== Task description ==
Once the data has been read, restate all of it exactly.

== Excerpted records ==
▬▬▬
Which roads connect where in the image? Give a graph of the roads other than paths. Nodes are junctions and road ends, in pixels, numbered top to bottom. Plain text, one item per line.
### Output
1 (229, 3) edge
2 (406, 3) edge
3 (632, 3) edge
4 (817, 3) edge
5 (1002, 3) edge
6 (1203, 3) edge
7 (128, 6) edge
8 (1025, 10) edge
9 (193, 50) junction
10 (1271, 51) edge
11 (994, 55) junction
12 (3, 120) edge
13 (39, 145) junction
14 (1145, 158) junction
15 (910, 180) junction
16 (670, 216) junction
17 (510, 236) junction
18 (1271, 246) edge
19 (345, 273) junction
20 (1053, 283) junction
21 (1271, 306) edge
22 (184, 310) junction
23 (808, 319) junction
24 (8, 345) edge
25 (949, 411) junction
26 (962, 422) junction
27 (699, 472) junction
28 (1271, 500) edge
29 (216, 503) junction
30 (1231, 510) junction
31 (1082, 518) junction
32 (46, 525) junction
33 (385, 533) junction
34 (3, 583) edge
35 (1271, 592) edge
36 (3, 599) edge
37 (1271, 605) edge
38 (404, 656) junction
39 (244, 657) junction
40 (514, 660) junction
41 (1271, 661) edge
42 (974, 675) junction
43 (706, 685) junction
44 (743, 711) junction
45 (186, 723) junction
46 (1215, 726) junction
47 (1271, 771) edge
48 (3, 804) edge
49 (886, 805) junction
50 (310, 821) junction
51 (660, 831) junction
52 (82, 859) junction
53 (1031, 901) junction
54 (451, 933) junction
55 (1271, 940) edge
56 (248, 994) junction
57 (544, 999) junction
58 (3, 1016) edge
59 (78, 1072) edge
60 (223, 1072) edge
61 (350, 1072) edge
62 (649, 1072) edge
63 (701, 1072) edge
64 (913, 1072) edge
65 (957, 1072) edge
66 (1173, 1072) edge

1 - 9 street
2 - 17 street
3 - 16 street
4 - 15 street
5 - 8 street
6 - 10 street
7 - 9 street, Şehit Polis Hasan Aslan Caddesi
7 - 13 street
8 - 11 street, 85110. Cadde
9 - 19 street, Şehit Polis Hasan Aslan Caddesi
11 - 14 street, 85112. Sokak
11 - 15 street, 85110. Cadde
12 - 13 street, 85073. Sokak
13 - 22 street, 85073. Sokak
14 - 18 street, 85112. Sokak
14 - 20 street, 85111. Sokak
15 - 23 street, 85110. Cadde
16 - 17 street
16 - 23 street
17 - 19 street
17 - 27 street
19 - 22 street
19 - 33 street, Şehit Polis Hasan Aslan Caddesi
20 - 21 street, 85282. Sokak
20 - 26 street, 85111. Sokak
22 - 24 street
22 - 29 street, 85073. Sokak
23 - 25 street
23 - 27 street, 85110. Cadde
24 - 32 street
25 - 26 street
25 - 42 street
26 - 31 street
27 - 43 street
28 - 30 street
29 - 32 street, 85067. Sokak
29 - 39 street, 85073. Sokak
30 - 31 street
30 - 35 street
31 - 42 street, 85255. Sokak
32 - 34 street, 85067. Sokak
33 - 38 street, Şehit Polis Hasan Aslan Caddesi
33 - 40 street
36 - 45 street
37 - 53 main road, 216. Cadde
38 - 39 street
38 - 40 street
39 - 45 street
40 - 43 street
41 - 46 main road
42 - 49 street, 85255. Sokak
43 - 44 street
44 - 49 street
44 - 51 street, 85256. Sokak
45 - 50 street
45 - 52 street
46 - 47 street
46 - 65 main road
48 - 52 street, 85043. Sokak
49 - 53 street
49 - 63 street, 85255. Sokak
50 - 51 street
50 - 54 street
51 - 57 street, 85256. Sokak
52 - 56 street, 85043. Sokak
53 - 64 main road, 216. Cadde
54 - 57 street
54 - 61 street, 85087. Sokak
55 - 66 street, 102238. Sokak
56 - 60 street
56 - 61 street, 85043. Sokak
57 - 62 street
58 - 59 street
▬▬▬
== Result ==
Which roads connect where in the image? Give a graph of the roads other than paths. Nodes are junctions and road ends, in pixels, numbered top to bottom. Plain text, one item per line.
### Output
1 (229, 3) edge
2 (406, 3) edge
3 (632, 3) edge
4 (817, 3) edge
5 (1002, 3) edge
6 (1203, 3) edge
7 (128, 6) edge
8 (1025, 10) edge
9 (193, 50) junction
10 (1271, 51) edge
11 (994, 55) junction
12 (3, 120) edge
13 (39, 145) junction
14 (1145, 158) junction
15 (910, 180) junction
16 (670, 216) junction
17 (510, 236) junction
18 (1271, 246) edge
19 (345, 273) junction
20 (1053, 283) junction
21 (1271, 306) edge
22 (184, 310) junction
23 (808, 319) junction
24 (8, 345) edge
25 (949, 411) junction
26 (962, 422) junction
27 (699, 472) junction
28 (1271, 500) edge
29 (216, 503) junction
30 (1231, 510) junction
31 (1082, 518) junction
32 (46, 525) junction
33 (385, 533) junction
34 (3, 583) edge
35 (1271, 592) edge
36 (3, 599) edge
37 (1271, 605) edge
38 (404, 656) junction
39 (244, 657) junction
40 (514, 660) junction
41 (1271, 661) edge
42 (974, 675) junction
43 (706, 685) junction
44 (743, 711) junction
45 (186, 723) junction
46 (1215, 726) junction
47 (1271, 771) edge
48 (3, 804) edge
49 (886, 805) junction
50 (310, 821) junction
51 (660, 831) junction
52 (82, 859) junction
53 (1031, 901) junction
54 (451, 933) junction
55 (1271, 940) edge
56 (248, 994) junction
57 (544, 999) junction
58 (3, 1016) edge
59 (78, 1072) edge
60 (223, 1072) edge
61 (350, 1072) edge
62 (649, 1072) edge
63 (701, 1072) edge
64 (913, 1072) edge
65 (957, 1072) edge
66 (1173, 1072) edge

1 - 9 street
2 - 17 street
3 - 16 street
4 - 15 street
5 - 8 street
6 - 10 street
7 - 9 street, Şehit Polis Hasan Aslan Caddesi
7 - 13 street
8 - 11 street, 85110. Cadde
9 - 19 street, Şehit Polis Hasan Aslan Caddesi
11 - 14 street, 85112. Sokak
11 - 15 street, 85110. Cadde
12 - 13 street, 85073. Sokak
13 - 22 street, 85073. Sokak
14 - 18 street, 85112. Sokak
14 - 20 street, 85111. Sokak
15 - 23 street, 85110. Cadde
16 - 17 street
16 - 23 street
17 - 19 street
17 - 27 street
19 - 22 street
19 - 33 street, Şehit Polis Hasan Aslan Caddesi
20 - 21 street, 85282. Sokak
20 - 26 street, 85111. Sokak
22 - 24 street
22 - 29 street, 85073. Sokak
23 - 25 street
23 - 27 street, 85110. Cadde
24 - 32 street
25 - 26 street
25 - 42 street
26 - 31 street
27 - 43 street
28 - 30 street
29 - 32 street, 85067. Sokak
29 - 39 street, 85073. Sokak
30 - 31 street
30 - 35 street
31 - 42 street, 85255. Sokak
32 - 34 street, 85067. Sokak
33 - 38 street, Şehit Polis Hasan Aslan Caddesi
33 - 40 street
36 - 45 street
37 - 53 main road, 216. Cadde
38 - 39 street
38 - 40 street
39 - 45 street
40 - 43 street
41 - 46 main road
42 - 49 street, 85255. Sokak
43 - 44 street
44 - 49 street
44 - 51 street, 85256. Sokak
45 - 50 street
45 - 52 street
46 - 47 street
46 - 65 main road
48 - 52 street, 85043. Sokak
49 - 53 street
49 - 63 street, 85255. Sokak
50 - 51 street
50 - 54 street
51 - 57 street, 85256. Sokak
52 - 56 street, 85043. Sokak
53 - 64 main road, 216. Cadde
54 - 57 street
54 - 61 street, 85087. Sokak
55 - 66 street, 102238. Sokak
56 - 60 street
56 - 61 street, 85043. Sokak
57 - 62 street
58 - 59 street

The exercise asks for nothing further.